Full-Spectrum Lighting For Pet Birds
Full-spectrum lighting is a great health aid. Because most pet birds are kept indoors, they do not get enough natural light. Some full-spectrum light is necessary in order for your bird to properly synthesize certain vitamins. Floor lamps, clip-on, wall-mounted and cage top lighting fixtures are available. You can even use screw-in spiral bulbs in existing light fixtures. Monitor the length of full-spectrum exposure carefully, because too many hours of such light may stimulate unwanted bird breeding behavior. Read package directions and manufacturers’ recommendations prior to installing.
Pet Bird Air Filters
Birds generate a lot of dander and dust. Airborne pollutants inside your house may include pollen, mold, bacteria, cooking fumes and cigarette smoke. An electronic air filter will help remove some of these elements from the indoor atmosphere. High-efficiency furnace and air conditioning filters and allergen-reducing vacuum cleaner bags are also recommended. Be aware, however, that air filters cannot remove toxic fumes, such as those from nonstick cookware, from the air. During warm weather, install a window fan that blows air out. It will remove a considerable amount of particulate matter from your home. Alternatively, use high-efficiency filters in your air conditioners.
Bird Product Storage
Dedicate a closet, pantry shelf or kitchen cabinet specifically for bird food, dishes and accessories. Store food in see-through, bug-resistant canisters and, if convenient, in the original containers. When purchasing bird food in large (25-pound-plus) quantities, store it in a plastic trash can with a lid to reduce risk of moth or rodent infestation. Some cages and cage stands come with shelves or cabinets below for storage. These are handy for storing cage covers, tray paper, paper towels and other cumbersome items. Microwave carts make great utility stands for small cages, as they usually have several shelves underneath.
Bird Seed Moths
Use pheromone (sex lure) moth traps in your pantry and closets. Use the “flour moth” or “seed moth” variety. These odor-free, nontoxic lures are effective at stopping small moth problems before they become big problems.
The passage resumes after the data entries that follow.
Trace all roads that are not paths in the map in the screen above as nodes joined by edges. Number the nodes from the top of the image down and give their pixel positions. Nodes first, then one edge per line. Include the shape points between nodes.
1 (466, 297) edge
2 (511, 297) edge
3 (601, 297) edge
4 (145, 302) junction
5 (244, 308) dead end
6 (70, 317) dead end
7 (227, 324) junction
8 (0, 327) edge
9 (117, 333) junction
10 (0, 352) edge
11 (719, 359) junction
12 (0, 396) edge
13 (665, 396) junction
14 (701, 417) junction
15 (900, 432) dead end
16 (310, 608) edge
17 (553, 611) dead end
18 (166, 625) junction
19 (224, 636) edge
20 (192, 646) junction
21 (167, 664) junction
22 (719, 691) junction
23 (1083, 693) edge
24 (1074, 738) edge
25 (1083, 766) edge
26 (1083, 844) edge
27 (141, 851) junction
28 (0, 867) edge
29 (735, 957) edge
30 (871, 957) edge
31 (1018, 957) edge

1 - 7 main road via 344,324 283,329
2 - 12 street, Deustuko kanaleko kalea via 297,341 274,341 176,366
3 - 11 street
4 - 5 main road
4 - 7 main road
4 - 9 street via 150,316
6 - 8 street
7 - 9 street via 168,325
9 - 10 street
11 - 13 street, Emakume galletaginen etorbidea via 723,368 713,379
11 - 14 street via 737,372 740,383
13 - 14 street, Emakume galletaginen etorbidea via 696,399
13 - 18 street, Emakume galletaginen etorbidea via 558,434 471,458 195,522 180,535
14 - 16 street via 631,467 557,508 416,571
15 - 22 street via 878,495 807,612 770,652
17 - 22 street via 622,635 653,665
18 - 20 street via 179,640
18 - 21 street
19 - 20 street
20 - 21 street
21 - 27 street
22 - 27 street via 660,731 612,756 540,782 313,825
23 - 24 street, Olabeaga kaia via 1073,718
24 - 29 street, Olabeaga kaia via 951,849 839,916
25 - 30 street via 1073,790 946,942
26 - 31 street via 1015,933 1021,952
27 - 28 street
If you think you don’t have moths, you may be surprised when you check the traps after a week or two
Cleaning The Pet Bird Cage
Change cage tray paper, and wipe droppings and sticky food from cage bars at least once a day. Spray cage tray paper lightly with water before removing it to prevent dust and dander from flying into the air.
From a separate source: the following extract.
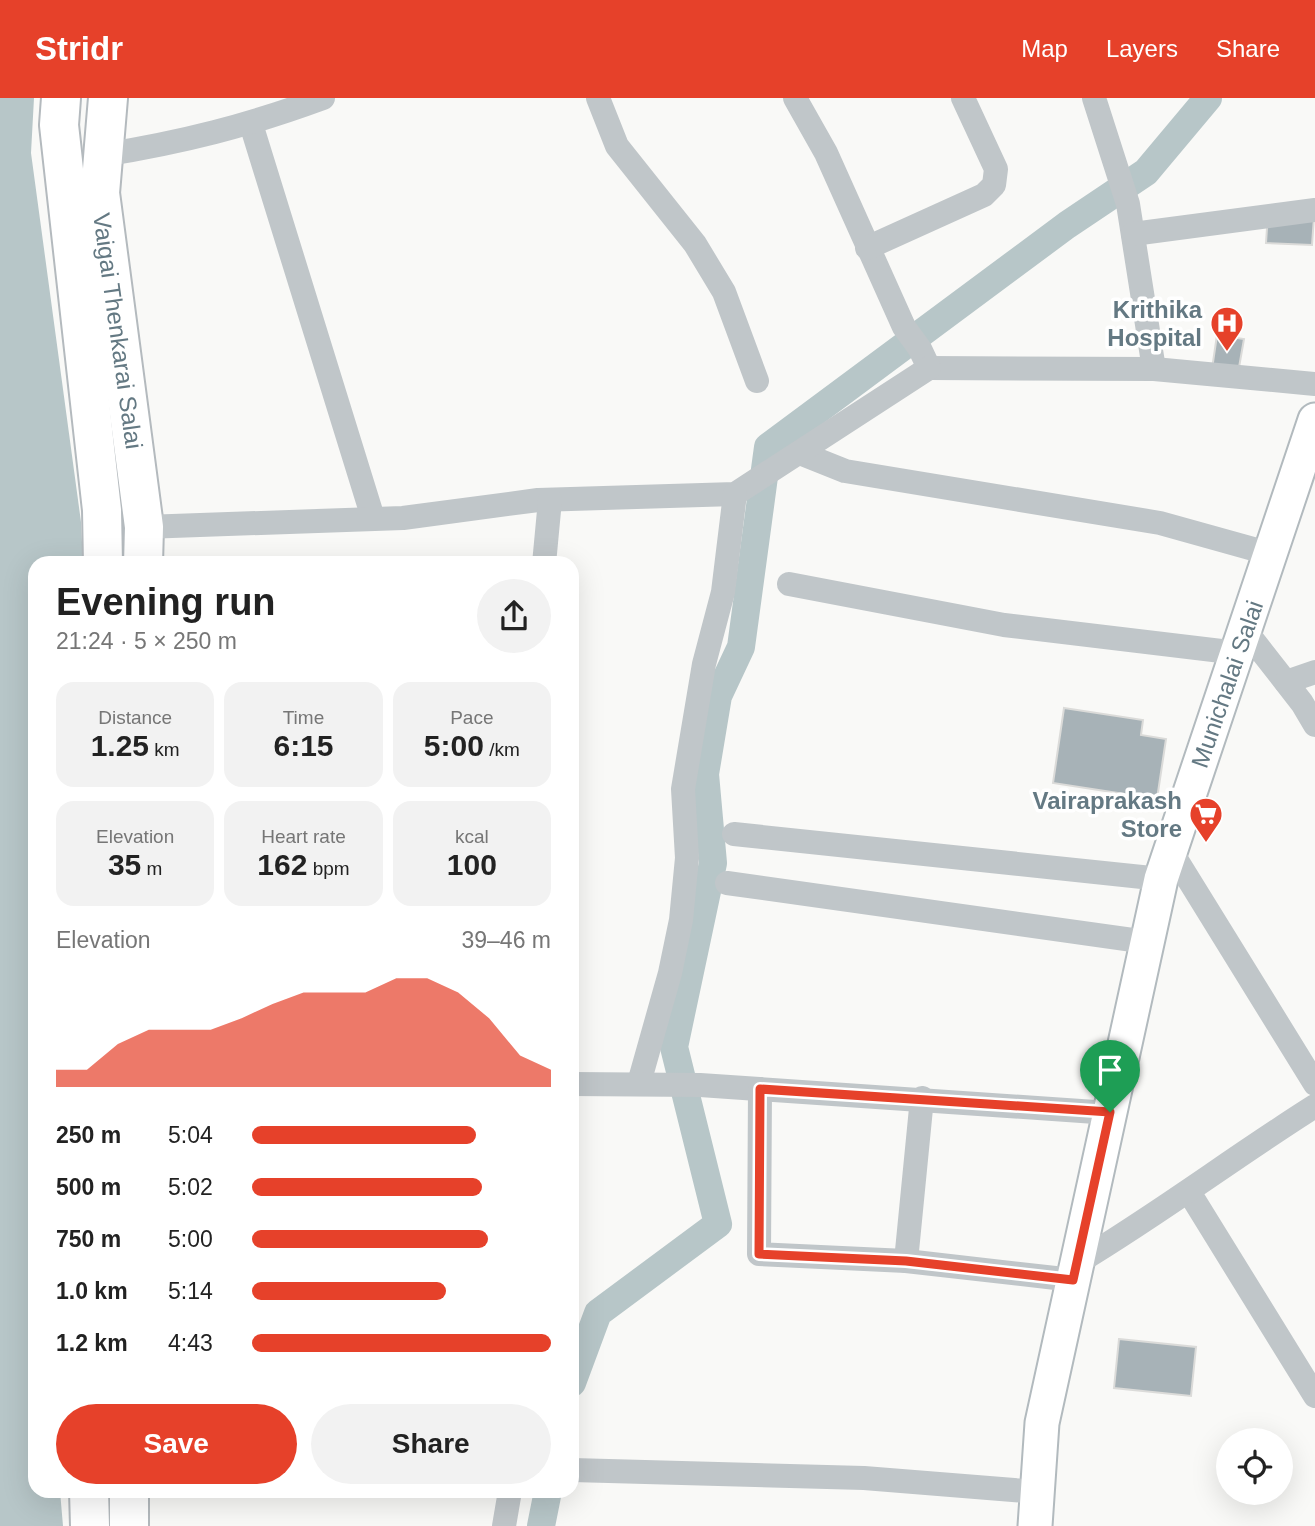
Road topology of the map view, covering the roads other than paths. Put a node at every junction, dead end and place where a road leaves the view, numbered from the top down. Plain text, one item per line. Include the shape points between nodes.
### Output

Use a perch scraper to quickly remove dried detritus from perches. Buy extra sets of dishes and perches so you can quickly replace the used ones with clean duplicates as needed. Wash your bird’s dishes each day.
The area where you keep your pet bird demands almost as much attention as the cage itself. Flung foodstuff and errant feathers make for a fine mess. Make it easier on yourself by locating your pet bird’s furniture on a hard surface, such as tile or vinyl flooring. Use easy-to-clean wallpaper, washable paint or clear acrylic panels on the walls surrounding your pet’s cage. Keep an electric broom or hand-held vacuum nearby for quick cleanups.
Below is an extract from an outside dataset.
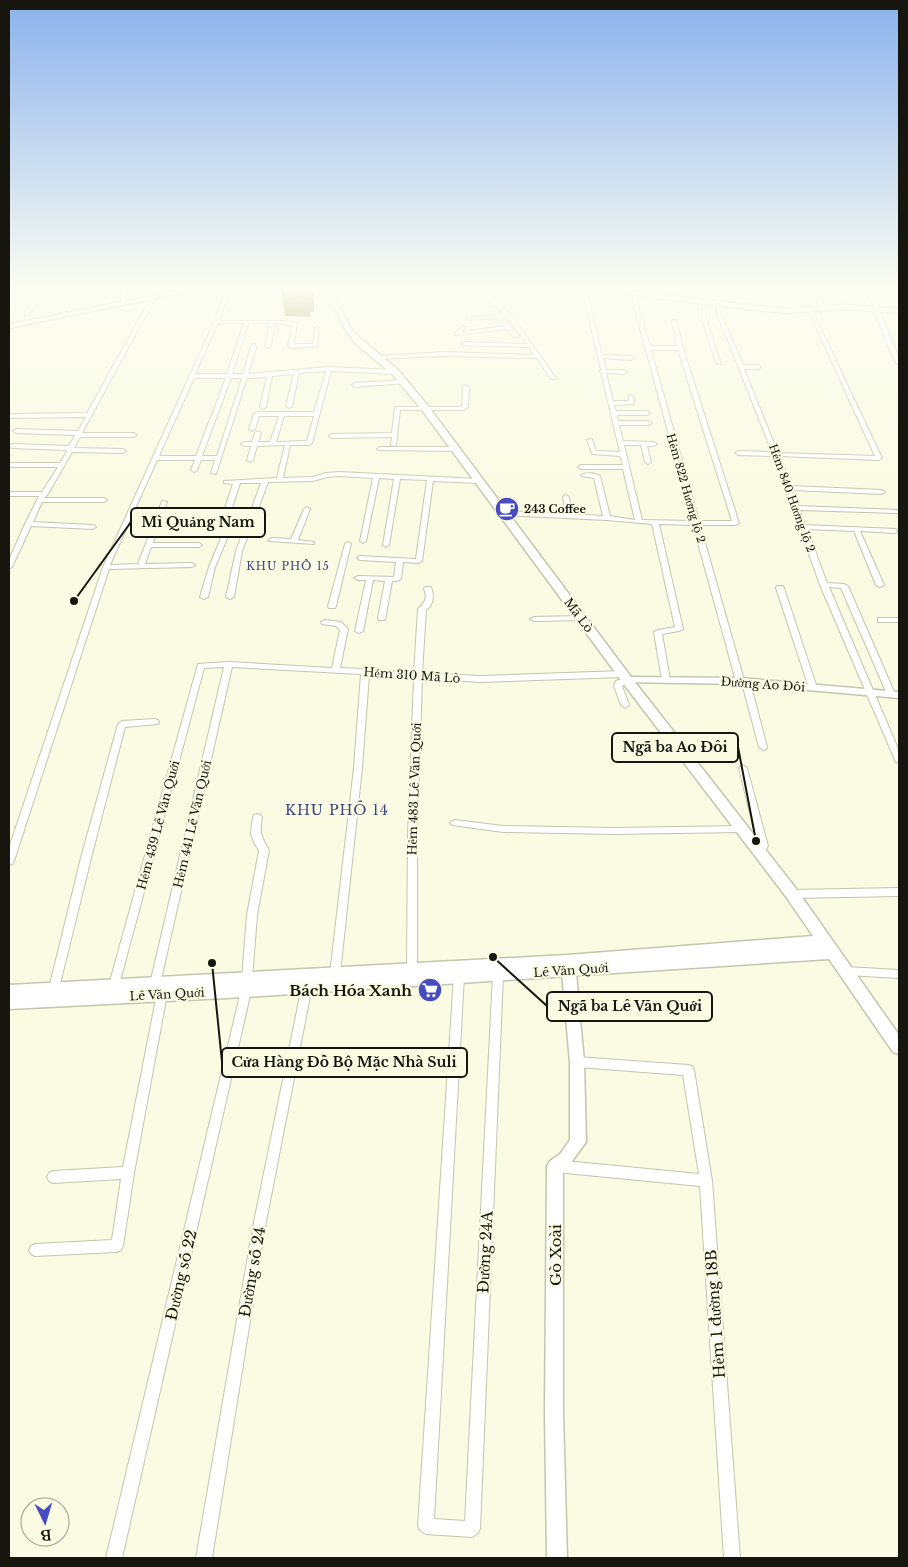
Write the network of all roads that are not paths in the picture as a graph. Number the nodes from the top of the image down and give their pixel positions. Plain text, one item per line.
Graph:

Use nontoxic cleaning products, like white vinegar, soap or citrus cleaners in your bird’s area. Never spray aerosol or pump spray products near your bird. Even though a product is deemed nontoxic it may be harmful if your bird inhales it.
Remember, most household chemicals are not routinely tested on pet birds, so there is no way to absolutely guarantee their safety. Stain-proofing products and fabric deodorizers may be particularly problematic. Read labels carefully, and always ventilate your bird’s area well when you are using cleaning products. Rinse and dry cages and accessories thoroughly before using.